Fintech engineering · onboarding pipeline
Verify FCA authorisation during fintech onboarding
The problem
When a fintech onboards a new partner (an introducer, an AR, a referral source), someone has to verify the partner is FCA-authorised for the activity. The manual workflow is brittle: paste the FRN into FCA Connect, screenshot, hope the screenshot still matches reality six months later when audit asks. Lapsed permissions are the silent failure mode.
How Stratum fits
The FCA Verification API drops into your onboarding pipeline as a single request. Pass the firm's FRN, get back authorised status + permissions + key individuals + the FCA list version timestamp. Pair the response with your CRM or onboarding-CRM (Persona, Alloy, etc) so the audit trail sits next to the rest of the partner record. Webhooks for permission changes are on the roadmap; until then, the SM&CR Directory cross-link catches removed individuals.
One request
# Request
curl https://api.stratumapis.com/v1/fca/firms/202000 -H "x-stratum-key: $KEY"
# Response
{ "firmReferenceNumber": "202000", "name": "Example Fintech Ltd", "status": "Authorised", "permissions": ["Arranging deals in investments"], "listVersion": "2026-05-05" }Set $KEY from your dashboard.
Frequently asked
How do I match a partner without an FRN?
Pass `?name=` to the search endpoint.

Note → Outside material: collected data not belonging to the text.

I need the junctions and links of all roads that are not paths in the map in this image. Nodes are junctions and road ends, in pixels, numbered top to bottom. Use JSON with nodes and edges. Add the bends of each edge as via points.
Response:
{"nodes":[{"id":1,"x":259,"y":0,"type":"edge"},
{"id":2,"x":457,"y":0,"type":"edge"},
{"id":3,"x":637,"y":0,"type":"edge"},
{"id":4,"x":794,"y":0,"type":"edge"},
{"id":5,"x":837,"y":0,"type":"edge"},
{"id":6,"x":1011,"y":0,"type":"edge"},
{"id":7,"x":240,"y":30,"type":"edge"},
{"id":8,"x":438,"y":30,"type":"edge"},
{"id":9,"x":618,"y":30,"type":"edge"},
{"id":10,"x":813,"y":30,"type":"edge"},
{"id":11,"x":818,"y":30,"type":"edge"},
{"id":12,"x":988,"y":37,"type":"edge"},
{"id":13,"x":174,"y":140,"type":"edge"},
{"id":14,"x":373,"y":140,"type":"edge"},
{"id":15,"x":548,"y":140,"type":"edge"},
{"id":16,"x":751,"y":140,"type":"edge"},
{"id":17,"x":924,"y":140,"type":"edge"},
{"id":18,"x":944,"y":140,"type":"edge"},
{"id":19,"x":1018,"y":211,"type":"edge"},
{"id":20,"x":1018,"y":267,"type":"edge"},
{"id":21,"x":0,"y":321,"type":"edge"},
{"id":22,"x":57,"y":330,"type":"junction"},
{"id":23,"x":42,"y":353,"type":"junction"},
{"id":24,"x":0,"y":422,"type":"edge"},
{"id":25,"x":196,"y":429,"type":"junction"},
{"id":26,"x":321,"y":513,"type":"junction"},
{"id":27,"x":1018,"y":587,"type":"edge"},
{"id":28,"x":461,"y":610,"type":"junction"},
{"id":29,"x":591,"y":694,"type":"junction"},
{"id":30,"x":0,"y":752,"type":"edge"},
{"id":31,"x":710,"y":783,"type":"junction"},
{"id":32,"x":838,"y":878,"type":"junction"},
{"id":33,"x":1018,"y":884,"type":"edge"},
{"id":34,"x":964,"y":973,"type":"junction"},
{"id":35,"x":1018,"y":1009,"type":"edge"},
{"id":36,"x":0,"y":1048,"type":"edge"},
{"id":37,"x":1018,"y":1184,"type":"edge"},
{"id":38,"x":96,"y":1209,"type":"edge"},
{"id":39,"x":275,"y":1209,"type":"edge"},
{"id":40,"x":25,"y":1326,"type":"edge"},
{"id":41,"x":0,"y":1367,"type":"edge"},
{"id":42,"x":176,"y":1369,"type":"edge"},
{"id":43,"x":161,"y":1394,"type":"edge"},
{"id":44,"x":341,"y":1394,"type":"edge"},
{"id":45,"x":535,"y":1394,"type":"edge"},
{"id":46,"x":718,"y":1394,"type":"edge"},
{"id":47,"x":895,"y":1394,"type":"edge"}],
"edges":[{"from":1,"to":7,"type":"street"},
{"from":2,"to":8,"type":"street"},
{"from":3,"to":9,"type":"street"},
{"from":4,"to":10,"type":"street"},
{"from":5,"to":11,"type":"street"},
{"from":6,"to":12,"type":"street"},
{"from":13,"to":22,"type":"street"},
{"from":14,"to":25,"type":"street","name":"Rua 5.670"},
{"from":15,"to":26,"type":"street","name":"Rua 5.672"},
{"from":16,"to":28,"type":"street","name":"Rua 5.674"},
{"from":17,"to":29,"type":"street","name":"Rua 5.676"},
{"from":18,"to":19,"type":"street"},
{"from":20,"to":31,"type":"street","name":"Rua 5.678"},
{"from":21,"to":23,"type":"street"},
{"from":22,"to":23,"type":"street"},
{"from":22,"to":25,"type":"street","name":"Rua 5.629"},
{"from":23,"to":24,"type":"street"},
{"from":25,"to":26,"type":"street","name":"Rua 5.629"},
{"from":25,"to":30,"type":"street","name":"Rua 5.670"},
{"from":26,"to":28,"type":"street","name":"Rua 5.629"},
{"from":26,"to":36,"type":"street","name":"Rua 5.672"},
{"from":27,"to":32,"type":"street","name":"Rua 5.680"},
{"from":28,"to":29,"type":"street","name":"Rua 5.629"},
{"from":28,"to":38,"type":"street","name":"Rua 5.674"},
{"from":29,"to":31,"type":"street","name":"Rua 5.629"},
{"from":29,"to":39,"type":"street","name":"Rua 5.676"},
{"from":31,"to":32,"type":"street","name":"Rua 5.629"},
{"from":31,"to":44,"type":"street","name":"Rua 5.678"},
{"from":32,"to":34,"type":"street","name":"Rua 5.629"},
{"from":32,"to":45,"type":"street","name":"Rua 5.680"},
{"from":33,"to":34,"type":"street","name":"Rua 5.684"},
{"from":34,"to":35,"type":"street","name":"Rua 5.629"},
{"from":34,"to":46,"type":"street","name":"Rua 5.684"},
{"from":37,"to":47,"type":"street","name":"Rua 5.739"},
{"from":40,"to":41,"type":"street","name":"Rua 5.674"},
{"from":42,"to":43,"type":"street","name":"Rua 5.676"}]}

We return ranked candidates with confidence scores for human review.
Do you support webhooks on permission changes?
Roadmap. Today: poll `/v1/fca/firms/{frn}` daily and diff `permissions[]`. The Stratum snapshot table powers this internally.
Is this MiFID-II appropriate?
We surface the data the FCA Register publishes. MiFID-II checks (suitability, appropriateness) layer on top — they're your platform's call.